## ASSIGNED TASK
Each line of the entries that contains the word "hand" adds one. Reply with the resulting number only.

## RECORDS FOR THE TASK
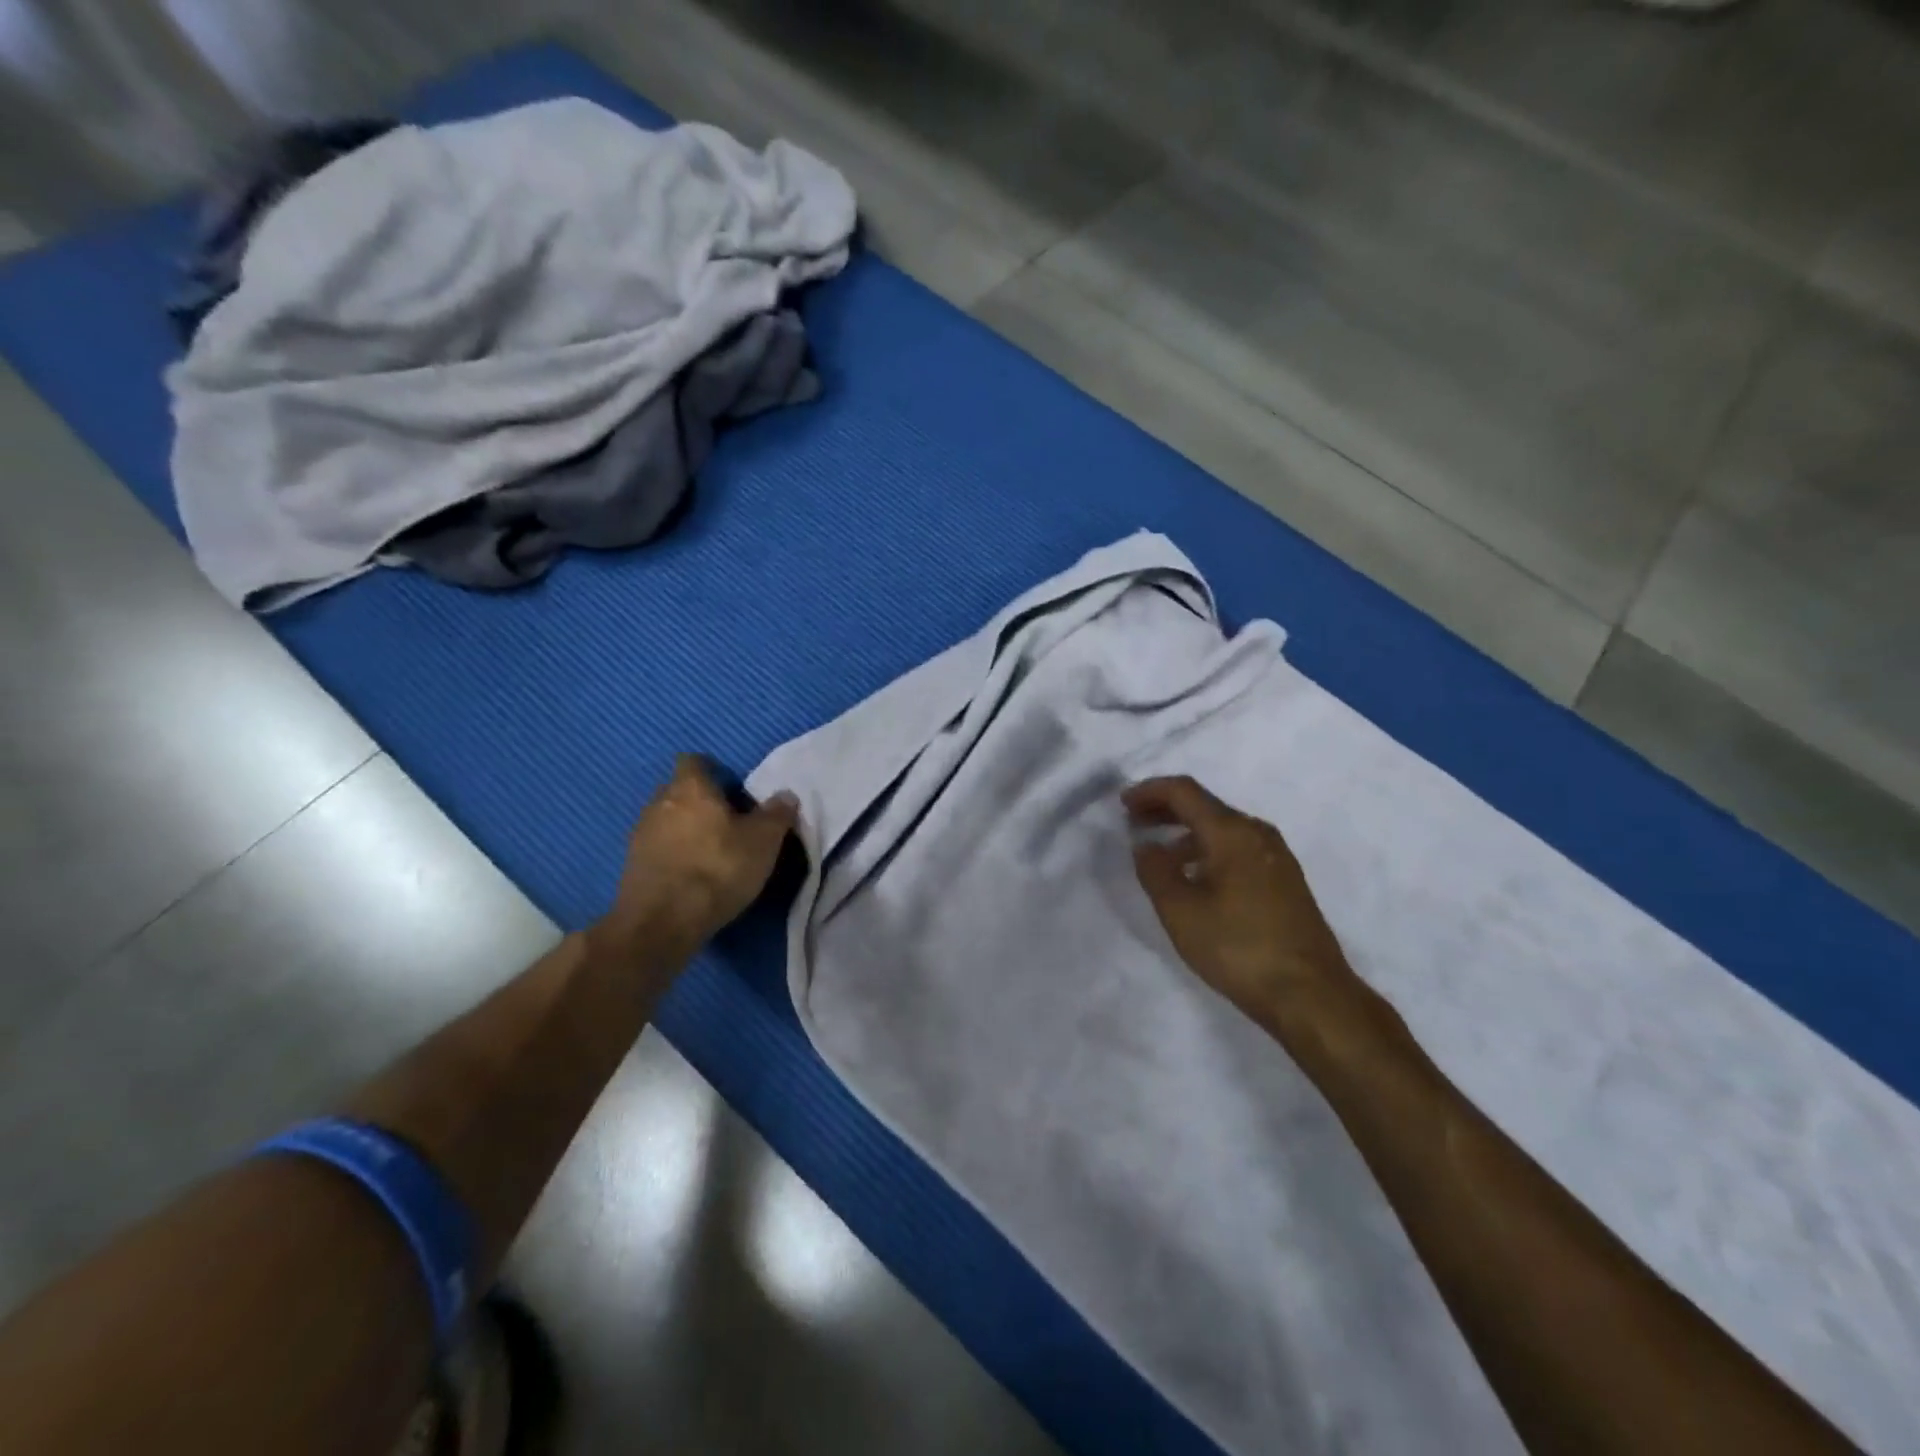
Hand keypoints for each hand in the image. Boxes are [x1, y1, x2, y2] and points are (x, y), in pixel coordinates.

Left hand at [596, 756, 798, 968]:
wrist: (662, 922)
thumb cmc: (718, 869)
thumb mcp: (763, 842)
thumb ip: (776, 814)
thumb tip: (786, 795)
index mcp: (690, 787)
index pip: (694, 761)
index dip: (713, 770)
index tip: (732, 789)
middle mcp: (659, 802)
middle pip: (680, 790)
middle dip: (700, 801)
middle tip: (728, 821)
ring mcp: (640, 834)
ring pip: (667, 820)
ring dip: (685, 829)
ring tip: (710, 851)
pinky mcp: (631, 865)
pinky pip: (657, 847)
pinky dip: (673, 854)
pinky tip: (691, 874)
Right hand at [1125, 776, 1356, 1026]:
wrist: (1311, 995)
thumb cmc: (1238, 947)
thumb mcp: (1180, 911)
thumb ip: (1155, 871)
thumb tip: (1145, 846)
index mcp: (1232, 832)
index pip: (1185, 792)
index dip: (1150, 791)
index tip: (1123, 804)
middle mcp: (1257, 834)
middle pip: (1205, 806)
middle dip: (1165, 809)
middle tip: (1134, 822)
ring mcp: (1276, 857)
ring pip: (1223, 829)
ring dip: (1186, 833)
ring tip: (1159, 855)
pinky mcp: (1285, 881)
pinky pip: (1238, 849)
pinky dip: (1208, 850)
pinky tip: (1195, 878)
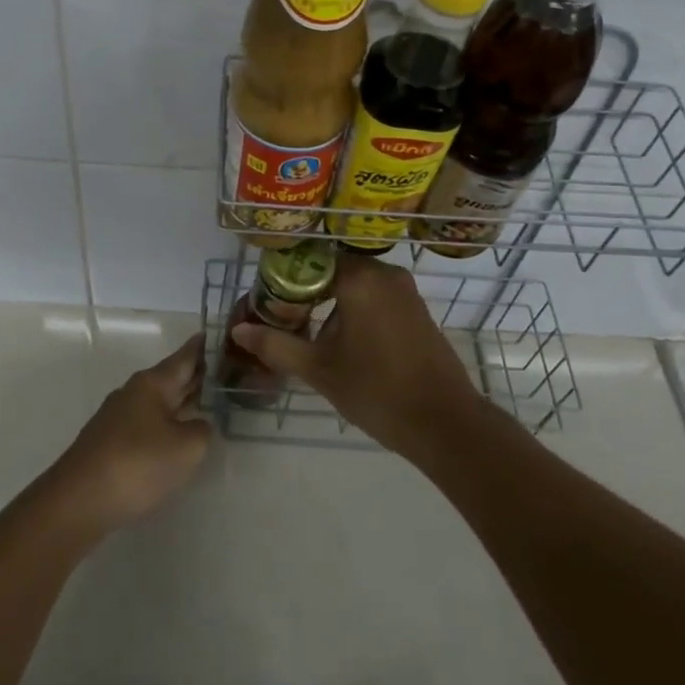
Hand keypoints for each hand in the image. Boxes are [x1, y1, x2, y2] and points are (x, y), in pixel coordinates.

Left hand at [46, 336, 213, 537]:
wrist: (78, 501)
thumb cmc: (137, 464)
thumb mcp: (186, 448)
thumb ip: (201, 430)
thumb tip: (197, 425)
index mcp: (152, 384)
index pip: (184, 357)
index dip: (201, 347)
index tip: (213, 334)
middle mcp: (133, 393)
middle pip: (170, 379)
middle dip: (194, 376)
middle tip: (222, 371)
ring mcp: (118, 418)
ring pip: (158, 403)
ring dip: (180, 402)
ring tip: (205, 404)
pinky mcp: (109, 443)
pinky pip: (146, 424)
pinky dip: (165, 424)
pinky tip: (174, 438)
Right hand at [229, 254, 484, 458]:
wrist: (445, 424)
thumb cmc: (377, 391)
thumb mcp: (319, 369)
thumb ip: (277, 344)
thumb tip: (239, 330)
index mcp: (360, 278)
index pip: (309, 260)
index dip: (283, 278)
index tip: (266, 302)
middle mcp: (384, 273)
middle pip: (331, 268)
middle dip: (304, 290)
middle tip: (281, 318)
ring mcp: (404, 290)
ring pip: (354, 282)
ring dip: (328, 300)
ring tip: (305, 331)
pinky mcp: (416, 309)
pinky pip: (374, 296)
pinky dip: (352, 308)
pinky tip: (339, 340)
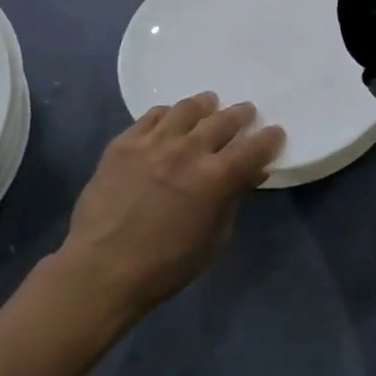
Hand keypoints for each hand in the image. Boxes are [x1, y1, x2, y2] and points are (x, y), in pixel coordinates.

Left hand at [56, 92, 283, 319]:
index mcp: (217, 177)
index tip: (274, 133)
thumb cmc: (166, 265)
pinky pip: (152, 116)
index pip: (255, 147)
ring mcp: (154, 142)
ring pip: (187, 109)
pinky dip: (168, 114)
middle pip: (223, 120)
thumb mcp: (214, 239)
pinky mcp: (124, 143)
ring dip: (204, 106)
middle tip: (245, 113)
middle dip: (240, 115)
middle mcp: (189, 150)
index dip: (269, 138)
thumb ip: (233, 199)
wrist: (101, 270)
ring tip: (209, 105)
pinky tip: (170, 118)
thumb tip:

## SOLVED EXERCISE
8